In your copy, leave out the pictures; write out all the data exactly.

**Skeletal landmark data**
┌──

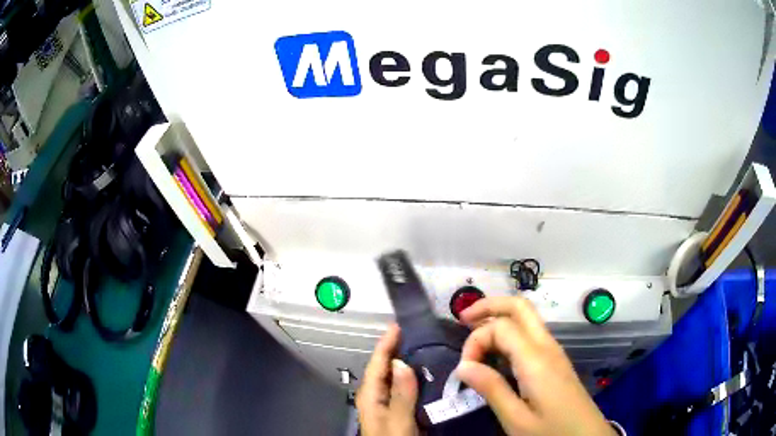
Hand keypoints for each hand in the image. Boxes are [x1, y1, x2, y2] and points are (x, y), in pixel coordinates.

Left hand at [356, 324, 419, 435]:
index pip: (377, 363)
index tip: (400, 323)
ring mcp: (389, 404)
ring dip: (409, 362)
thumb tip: (401, 362)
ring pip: (397, 377)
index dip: (387, 343)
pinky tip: (431, 375)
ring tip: (429, 347)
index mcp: (371, 396)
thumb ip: (399, 395)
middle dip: (399, 349)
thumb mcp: (397, 423)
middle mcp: (377, 397)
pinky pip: (407, 388)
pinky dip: (416, 378)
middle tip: (421, 332)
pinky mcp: (400, 411)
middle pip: (386, 367)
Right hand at [456, 296, 616, 435]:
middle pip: (520, 307)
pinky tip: (497, 352)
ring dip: (499, 318)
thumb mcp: (516, 419)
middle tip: (462, 318)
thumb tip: (463, 366)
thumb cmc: (551, 430)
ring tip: (474, 334)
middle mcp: (546, 346)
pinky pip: (530, 334)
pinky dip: (509, 332)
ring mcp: (553, 352)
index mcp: (536, 359)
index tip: (464, 370)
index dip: (476, 341)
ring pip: (526, 318)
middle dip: (489, 305)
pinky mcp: (555, 361)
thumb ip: (491, 389)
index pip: (501, 327)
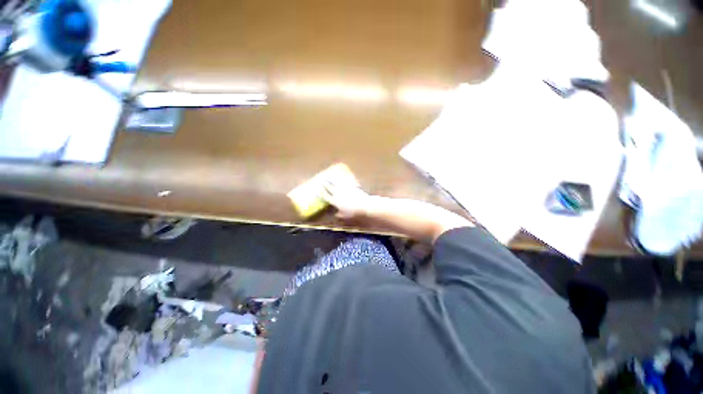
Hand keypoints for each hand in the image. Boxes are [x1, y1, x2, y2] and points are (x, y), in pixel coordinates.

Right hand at [321, 181, 373, 218]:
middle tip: (322, 181)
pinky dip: (341, 179)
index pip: (325, 196)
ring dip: (331, 180)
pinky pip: (344, 181)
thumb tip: (335, 215)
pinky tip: (340, 178)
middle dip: (325, 184)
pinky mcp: (349, 185)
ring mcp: (343, 188)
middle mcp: (337, 193)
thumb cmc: (353, 212)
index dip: (321, 192)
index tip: (319, 189)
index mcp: (334, 201)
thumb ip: (339, 215)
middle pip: (329, 187)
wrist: (363, 204)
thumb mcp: (345, 215)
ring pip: (335, 183)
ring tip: (329, 178)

└──

**WRITTEN REPLY**
Hand keypoints for each hand in the image. Boxes are [x1, y1, x2, y2] and points are (x, y), in pixel coordinates.

Left hand at [356, 324, 419, 435]:
index pip: (377, 363)
index tip: (400, 323)
ring mcp: (389, 404)
ring dip: (409, 362)
thumb tip: (401, 362)
ring pip: (397, 377)
index dip: (387, 343)
pinky tip: (431, 375)
ring tip: (429, 347)
index mcp: (371, 396)
thumb ip: (399, 395)
middle dip: (399, 349)
thumb mcp: (397, 423)
middle mcp: (377, 397)
pinky pip: (407, 388)
pinky dip: (416, 378)
middle tip: (421, 332)
pinky mcp: (400, 411)
middle pip: (386, 367)
Right hand at [456, 296, 616, 435]:
middle pip: (520, 307)
pinky tip: (497, 352)
ring dip: (499, 318)
thumb mcp: (516, 419)
middle tip: (462, 318)
thumb tip: (463, 366)
thumb cmc: (551, 430)
ring tip: (474, 334)
middle mcp: (546, 346)
pinky pip: (530, 334)
pinky dip: (509, 332)
ring mcp: (553, 352)
index mcp: (536, 359)
index tip: (464, 370)
index dip: (476, 341)
ring pip: (526, 318)
middle dip: (489, 305)
pinky mcp: (555, 361)
thumb ip: (491, 389)
index pip: (501, 327)
Hand keypoints for each hand in the image. Boxes are [x1, y1, x2, y2] and points are (x, y), in pixel coordinates.

Right hand at [321, 181, 373, 218]:
middle tip: (322, 181)
pinky dip: (341, 179)
index pip: (325, 196)
ring dip: (331, 180)
pinky pip: (344, 181)
thumb tip: (335, 215)
pinky tip: (340, 178)
middle dip: (325, 184)
pinky mcp: (349, 185)
ring mcp: (343, 188)
middle mcp: (337, 193)
thumb cmc: (353, 212)
index dip: (321, 192)
index tip: (319, 189)
index mcp: (334, 201)
thumb ip: (339, 215)
middle pip: (329, 187)
wrist: (363, 204)
thumb mcp: (345, 215)
ring pip: (335, 183)
ring tip: (329, 178)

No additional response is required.